**Source data**:
■ ■ ■

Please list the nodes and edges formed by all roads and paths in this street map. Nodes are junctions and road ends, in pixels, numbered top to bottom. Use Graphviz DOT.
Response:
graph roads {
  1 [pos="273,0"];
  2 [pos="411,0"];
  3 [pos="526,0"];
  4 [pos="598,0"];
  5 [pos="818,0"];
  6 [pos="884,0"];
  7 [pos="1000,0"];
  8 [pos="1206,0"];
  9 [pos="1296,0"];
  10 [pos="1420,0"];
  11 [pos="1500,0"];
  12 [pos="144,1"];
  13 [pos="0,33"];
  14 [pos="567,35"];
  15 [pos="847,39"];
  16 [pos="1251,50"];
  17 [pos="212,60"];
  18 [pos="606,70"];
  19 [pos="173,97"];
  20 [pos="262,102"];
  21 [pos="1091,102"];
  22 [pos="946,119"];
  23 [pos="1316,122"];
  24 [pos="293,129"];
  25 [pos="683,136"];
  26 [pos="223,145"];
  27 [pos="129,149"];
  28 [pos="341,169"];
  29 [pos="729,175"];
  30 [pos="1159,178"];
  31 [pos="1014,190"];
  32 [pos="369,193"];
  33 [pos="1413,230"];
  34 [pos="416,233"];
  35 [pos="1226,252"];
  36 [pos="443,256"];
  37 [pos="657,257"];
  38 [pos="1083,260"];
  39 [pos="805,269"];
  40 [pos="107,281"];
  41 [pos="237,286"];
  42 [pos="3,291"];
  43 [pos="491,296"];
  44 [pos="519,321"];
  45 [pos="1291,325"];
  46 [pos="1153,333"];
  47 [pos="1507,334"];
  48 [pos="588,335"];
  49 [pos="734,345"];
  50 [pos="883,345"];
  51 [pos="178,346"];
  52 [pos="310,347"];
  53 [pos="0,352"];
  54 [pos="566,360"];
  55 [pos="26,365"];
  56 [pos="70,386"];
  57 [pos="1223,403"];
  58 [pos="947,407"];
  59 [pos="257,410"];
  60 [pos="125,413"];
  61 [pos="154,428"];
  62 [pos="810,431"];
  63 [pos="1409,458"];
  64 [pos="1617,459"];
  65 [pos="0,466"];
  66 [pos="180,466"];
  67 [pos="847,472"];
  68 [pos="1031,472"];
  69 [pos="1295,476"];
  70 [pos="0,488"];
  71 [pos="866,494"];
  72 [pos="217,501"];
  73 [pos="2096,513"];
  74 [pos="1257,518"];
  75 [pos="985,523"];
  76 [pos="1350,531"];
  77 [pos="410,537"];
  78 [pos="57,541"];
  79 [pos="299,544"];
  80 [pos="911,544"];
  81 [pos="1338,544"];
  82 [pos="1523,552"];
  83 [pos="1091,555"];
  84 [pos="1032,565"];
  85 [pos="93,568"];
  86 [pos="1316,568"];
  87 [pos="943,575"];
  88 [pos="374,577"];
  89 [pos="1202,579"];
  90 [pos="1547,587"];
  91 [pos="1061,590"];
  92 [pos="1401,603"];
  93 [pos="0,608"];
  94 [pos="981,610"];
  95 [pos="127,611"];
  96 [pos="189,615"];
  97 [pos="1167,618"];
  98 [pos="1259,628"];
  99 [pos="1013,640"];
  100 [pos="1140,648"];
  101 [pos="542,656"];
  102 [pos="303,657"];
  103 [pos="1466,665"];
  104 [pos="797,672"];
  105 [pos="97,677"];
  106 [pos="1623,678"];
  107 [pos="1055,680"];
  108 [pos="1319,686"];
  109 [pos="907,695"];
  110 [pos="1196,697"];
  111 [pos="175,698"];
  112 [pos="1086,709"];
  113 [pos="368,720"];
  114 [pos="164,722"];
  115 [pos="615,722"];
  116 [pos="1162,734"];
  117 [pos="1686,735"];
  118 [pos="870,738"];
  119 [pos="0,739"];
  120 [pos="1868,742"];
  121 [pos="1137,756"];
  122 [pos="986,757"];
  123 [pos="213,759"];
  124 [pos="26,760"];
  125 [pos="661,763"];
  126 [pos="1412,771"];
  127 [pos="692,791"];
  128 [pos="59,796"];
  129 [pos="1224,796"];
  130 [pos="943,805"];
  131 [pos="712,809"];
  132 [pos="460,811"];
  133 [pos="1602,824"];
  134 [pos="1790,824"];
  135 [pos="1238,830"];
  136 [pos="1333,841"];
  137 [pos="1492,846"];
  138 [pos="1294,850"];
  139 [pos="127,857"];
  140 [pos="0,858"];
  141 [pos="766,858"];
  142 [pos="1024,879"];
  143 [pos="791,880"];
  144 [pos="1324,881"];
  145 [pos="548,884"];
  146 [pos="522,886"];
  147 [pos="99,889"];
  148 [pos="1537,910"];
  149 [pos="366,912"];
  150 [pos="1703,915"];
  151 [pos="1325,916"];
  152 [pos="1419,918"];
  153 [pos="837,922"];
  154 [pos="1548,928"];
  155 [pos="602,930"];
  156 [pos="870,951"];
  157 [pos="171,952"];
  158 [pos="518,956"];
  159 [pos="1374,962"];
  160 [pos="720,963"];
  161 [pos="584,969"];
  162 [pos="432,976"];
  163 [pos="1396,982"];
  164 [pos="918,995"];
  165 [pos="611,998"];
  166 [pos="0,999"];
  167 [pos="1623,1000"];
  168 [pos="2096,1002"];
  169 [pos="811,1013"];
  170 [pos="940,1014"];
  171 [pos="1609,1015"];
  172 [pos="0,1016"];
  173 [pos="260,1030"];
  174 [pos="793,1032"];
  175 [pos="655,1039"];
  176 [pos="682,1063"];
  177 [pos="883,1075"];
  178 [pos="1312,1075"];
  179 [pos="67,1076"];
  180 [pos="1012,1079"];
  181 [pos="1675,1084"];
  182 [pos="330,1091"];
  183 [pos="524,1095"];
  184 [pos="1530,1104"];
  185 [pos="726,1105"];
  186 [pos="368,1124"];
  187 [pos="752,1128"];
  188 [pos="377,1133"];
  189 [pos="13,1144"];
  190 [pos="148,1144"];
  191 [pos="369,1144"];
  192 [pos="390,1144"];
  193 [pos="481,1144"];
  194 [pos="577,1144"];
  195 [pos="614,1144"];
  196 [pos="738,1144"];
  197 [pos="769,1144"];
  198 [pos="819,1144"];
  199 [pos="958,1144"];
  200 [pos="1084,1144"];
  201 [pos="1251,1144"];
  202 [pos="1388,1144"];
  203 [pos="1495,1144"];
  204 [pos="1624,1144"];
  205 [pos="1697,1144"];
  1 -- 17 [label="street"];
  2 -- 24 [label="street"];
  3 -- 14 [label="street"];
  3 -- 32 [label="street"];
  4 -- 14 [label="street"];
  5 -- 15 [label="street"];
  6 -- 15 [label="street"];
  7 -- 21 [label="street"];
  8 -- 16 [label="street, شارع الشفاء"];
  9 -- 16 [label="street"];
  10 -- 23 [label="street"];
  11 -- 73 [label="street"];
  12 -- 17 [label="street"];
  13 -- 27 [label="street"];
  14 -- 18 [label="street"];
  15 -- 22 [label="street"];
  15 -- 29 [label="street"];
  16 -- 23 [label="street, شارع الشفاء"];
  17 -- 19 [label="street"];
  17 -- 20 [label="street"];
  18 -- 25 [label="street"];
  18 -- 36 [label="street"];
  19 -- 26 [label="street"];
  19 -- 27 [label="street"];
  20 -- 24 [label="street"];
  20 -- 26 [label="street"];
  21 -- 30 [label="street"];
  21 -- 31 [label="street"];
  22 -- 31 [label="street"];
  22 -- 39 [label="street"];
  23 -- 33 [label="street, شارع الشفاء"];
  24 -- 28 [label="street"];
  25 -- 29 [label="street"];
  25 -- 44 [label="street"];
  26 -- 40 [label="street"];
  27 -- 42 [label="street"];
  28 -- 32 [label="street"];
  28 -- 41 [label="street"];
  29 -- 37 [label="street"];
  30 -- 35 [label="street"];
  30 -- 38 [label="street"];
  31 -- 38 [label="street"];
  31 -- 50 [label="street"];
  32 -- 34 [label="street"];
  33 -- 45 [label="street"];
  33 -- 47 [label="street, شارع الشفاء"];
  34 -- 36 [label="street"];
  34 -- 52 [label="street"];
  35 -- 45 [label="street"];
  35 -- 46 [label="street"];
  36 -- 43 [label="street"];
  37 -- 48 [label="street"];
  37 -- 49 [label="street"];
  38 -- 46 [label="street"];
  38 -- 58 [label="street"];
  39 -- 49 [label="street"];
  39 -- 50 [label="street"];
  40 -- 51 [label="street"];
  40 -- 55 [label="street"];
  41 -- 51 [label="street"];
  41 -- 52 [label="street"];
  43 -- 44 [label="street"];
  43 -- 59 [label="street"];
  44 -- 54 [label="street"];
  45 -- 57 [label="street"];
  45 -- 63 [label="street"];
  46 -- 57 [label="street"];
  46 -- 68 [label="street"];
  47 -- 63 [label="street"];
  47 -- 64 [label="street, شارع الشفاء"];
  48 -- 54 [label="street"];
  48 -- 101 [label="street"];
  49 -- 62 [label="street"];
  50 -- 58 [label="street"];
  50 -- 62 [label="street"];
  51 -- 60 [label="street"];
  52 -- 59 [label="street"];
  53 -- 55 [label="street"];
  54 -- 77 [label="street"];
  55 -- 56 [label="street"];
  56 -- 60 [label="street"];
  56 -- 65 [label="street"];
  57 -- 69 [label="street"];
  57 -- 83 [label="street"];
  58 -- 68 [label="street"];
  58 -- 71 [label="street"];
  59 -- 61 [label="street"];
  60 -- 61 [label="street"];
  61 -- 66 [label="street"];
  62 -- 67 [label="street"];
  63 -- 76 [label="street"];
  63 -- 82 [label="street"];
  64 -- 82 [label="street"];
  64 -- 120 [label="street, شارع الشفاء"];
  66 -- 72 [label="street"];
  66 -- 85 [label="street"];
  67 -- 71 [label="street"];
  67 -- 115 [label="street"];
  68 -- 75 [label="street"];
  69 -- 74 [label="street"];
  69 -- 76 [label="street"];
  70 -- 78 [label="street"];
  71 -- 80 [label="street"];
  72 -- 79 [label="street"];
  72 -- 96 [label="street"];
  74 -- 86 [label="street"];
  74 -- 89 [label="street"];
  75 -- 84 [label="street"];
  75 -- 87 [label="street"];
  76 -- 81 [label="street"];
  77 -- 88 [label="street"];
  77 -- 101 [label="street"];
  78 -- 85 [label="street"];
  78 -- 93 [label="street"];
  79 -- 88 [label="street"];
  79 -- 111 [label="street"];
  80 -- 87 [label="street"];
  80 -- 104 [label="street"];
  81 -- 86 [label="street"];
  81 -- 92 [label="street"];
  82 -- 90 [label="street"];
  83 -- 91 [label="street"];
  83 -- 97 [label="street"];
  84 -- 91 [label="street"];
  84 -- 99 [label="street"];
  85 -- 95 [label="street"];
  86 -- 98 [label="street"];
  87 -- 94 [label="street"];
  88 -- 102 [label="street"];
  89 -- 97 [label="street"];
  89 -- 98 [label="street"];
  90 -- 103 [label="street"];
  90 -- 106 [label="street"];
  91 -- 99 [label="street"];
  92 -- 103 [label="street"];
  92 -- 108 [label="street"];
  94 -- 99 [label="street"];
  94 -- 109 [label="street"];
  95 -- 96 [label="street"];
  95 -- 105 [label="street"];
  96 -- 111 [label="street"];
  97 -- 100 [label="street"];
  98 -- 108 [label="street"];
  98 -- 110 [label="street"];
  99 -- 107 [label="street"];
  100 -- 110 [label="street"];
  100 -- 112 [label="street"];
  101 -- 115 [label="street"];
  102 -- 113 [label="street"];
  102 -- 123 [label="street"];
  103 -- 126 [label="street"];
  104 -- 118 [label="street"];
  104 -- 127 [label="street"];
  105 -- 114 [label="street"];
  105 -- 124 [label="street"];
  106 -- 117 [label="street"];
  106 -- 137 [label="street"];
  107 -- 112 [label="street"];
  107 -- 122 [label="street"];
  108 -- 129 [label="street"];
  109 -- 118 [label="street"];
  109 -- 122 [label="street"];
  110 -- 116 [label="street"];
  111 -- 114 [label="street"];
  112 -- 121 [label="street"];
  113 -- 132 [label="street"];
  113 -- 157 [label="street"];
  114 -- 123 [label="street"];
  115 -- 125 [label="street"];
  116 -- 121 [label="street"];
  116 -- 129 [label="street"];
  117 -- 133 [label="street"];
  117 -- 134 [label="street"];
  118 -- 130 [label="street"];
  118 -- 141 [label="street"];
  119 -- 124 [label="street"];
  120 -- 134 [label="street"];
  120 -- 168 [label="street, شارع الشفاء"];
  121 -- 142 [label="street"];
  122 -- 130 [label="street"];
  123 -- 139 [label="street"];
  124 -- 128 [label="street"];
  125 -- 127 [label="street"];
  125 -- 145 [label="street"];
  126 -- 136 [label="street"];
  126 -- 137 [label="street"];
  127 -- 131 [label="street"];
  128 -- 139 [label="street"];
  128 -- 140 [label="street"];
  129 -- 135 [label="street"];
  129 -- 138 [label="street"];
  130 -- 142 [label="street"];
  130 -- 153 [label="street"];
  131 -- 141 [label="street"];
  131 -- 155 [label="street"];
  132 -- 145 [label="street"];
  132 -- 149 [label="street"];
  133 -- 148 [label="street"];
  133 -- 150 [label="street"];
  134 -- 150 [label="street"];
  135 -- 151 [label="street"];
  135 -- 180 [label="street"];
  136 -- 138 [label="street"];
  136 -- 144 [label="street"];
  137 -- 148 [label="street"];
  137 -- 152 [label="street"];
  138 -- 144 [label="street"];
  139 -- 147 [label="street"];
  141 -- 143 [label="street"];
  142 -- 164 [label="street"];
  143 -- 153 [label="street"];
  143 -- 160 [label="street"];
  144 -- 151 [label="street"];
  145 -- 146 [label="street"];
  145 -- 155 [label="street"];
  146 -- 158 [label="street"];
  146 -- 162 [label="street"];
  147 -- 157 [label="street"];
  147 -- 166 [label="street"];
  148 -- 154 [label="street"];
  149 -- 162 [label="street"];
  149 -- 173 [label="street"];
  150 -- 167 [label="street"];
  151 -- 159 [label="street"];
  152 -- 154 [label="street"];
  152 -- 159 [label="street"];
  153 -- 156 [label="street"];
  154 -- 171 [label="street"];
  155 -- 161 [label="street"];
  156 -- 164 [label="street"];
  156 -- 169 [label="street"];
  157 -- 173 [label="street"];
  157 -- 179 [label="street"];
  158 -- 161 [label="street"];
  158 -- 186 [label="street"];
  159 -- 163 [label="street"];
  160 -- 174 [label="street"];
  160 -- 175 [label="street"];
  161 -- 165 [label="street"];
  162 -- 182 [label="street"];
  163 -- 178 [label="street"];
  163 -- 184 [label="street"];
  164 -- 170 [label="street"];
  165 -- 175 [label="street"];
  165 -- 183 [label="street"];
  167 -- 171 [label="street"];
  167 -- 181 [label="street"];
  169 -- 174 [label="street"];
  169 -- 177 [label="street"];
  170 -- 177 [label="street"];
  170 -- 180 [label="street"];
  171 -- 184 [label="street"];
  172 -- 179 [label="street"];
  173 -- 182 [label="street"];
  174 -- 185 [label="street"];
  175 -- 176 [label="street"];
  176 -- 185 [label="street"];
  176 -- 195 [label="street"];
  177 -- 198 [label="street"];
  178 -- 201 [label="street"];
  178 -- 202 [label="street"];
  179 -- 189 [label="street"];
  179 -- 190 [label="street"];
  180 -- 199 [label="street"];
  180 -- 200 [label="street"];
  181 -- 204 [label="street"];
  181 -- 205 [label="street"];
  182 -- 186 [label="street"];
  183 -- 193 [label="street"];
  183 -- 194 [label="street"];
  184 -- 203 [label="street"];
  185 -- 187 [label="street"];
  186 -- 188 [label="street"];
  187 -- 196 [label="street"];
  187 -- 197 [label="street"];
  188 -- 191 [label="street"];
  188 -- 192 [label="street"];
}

■ ■ ■

If a line above holds the word "الشفاء", copy it.

  8 -- 16 [label="street, شارع الشفاء"];
  16 -- 23 [label="street, شارع الشفاء"];
  23 -- 33 [label="street, شارع الشفاء"];
  33 -- 47 [label="street, شارع الشفاء"];
  47 -- 64 [label="street, شارع الشفاء"];
  64 -- 120 [label="street, شارع الشفاء"];
  120 -- 168 [label="street, شارع الشفاء"];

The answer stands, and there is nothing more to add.